Alta muy alta y flaca muy flaca, pero
derechita como un álamo, escribió y mandó cartas a todos los senadores,
diputados, intendentes, concejales, referentes políticos, eclesiásticos y
sociales. No una. Mil veces. Y cada vez que cambiaban los gobiernos, volvía a
la carga. Todos los miércoles de todas las semanas, Teresa Cáneva pasaba por el
correo a dejar sus cartas.
Y tan abocada estaba a su misión, que
también recorrió los barrios, casa por casa, informando a los vecinos de la
injusticia que padecía su padre, hombre que tanto había hecho por su pueblo y –arengaba-
el más meritorio de todos los habitantes por su incansable labor. Algunos
viejos habían conocido a su padre y le firmaban el petitorio, otros la conocían
a ella y para evitarse que cada siesta viniera con sus papeles y su discurso se
lo firmaban sin darle tiempo siquiera a que se explayara sobre las causas y
mucho menos las consecuencias.
Y la gran mayoría, los que recién
habían llegado, lo que aún se estaban instalando, le cerraban la puerta en la
cara como si fuera uno de esos predicadores de biblias o revistas religiosas.
—No soy
testigo de Jehová ni evangelista —decía a los gritos cuando golpeaba las palmas
o espantaba a los perros que le ladraban furiosos desde las rejas. —Quiero que
conozcan la historia del hombre más —(y acá se perdía en los adjetivos:
supremo, eminente, insigne, elevado, honesto, cabal, heroico, íntegro, justo) —fundador
de la biblioteca municipal, del cuartel de bomberos, del club social y
deportivo El Líbano. Que fue uno de los primeros residentes, un hombre que
siempre trabajó para este pueblo y que jamás accedió a ningún cargo político
para estar siempre del lado de los vecinos. Ese hombre fue mi padre y las
futuras generaciones no deben olvidarlo...
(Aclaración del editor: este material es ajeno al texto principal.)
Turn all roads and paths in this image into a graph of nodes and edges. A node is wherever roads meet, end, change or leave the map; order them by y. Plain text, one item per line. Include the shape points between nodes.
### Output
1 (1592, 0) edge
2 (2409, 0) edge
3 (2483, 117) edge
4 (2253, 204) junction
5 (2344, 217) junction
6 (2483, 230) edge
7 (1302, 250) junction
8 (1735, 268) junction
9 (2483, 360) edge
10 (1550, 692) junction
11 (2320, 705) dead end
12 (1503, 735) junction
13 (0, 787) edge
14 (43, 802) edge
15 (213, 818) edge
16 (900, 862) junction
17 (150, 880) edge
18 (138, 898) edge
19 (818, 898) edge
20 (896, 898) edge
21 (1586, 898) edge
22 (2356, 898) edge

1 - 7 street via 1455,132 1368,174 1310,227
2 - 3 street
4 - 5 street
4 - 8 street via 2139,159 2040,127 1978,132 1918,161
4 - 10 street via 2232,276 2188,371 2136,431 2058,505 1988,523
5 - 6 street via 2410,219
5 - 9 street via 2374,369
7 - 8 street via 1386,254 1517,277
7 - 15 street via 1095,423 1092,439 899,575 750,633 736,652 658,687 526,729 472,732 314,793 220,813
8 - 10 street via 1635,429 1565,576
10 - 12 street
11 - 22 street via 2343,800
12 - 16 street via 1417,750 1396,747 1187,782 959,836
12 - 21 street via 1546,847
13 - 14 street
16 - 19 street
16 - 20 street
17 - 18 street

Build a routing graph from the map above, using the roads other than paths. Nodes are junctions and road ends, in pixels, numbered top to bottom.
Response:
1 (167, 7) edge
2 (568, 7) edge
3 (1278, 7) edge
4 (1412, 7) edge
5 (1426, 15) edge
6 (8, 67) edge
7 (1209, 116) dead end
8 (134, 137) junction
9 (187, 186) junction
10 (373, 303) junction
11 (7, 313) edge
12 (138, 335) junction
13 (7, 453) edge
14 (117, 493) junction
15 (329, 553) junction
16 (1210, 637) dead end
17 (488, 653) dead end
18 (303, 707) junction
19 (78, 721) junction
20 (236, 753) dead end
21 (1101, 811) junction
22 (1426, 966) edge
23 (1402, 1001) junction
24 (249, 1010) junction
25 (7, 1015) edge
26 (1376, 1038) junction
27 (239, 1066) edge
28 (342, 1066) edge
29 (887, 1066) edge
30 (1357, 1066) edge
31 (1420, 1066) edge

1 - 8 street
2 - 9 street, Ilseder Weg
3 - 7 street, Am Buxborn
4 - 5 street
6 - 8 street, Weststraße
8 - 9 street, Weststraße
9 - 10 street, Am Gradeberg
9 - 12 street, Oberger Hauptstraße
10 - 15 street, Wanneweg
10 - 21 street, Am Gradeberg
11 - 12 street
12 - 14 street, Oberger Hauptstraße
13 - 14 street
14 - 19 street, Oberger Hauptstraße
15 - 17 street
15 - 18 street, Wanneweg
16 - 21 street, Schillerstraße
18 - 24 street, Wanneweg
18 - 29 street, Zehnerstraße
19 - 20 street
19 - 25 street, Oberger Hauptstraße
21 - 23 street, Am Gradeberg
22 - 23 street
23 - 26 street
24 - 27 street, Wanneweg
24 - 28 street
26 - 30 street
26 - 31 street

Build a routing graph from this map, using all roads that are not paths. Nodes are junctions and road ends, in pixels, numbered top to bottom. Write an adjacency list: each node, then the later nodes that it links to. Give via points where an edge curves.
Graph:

Y como hablaba a los gritos por
encima de los ladridos de los perros o quizá porque su propia figura -alta,
flaca y enhiesta- no era amenazante, muchas madres salían con los críos colgados
de las polleras, o con las manos llenas de harina, y con esa cara de fastidio
de quien no quiere escuchar más alabanzas (ni gritos), firmaban sin dilación el
petitorio.
No quedó una casa sin visitar. Porque
si no la atendían volvía, y volvía y volvía. A diferentes horas. Hasta que al
fin, estiraba trémula el papel por encima de los tapiales y conseguía la firma.
Andá Marina,
salí vos, es esa vieja hincha pelotas de nuevo. ¿No tiene nada que hacer en la
vida?
Vale destacar que Teresa Cáneva era
tímida. Terriblemente tímida. Pero cuando se inflamaba por una causa, entonces
no había barreras para ella. Si hasta fue capaz de entrar un viernes a la noche al taller mecánico donde
se reunían los muchachos para un asado y
jugar al truco y lograr que se
callaran y escucharan su monserga.
—Tu viejo…
—le decían algunos. —Si tendremos anécdotas de él… No había quien le ganara en
el pase. Ni en la destreza para tomar en bota… —Y comenzaban las risotadas.
Pero firmaban.
Pobres, pensaba Teresa, Si ellos supieran el sacrificio que era para
papá asistir a esas reuniones. Pero a
la muchachada hay que educarla, hay que hacerle entender los valores, decía.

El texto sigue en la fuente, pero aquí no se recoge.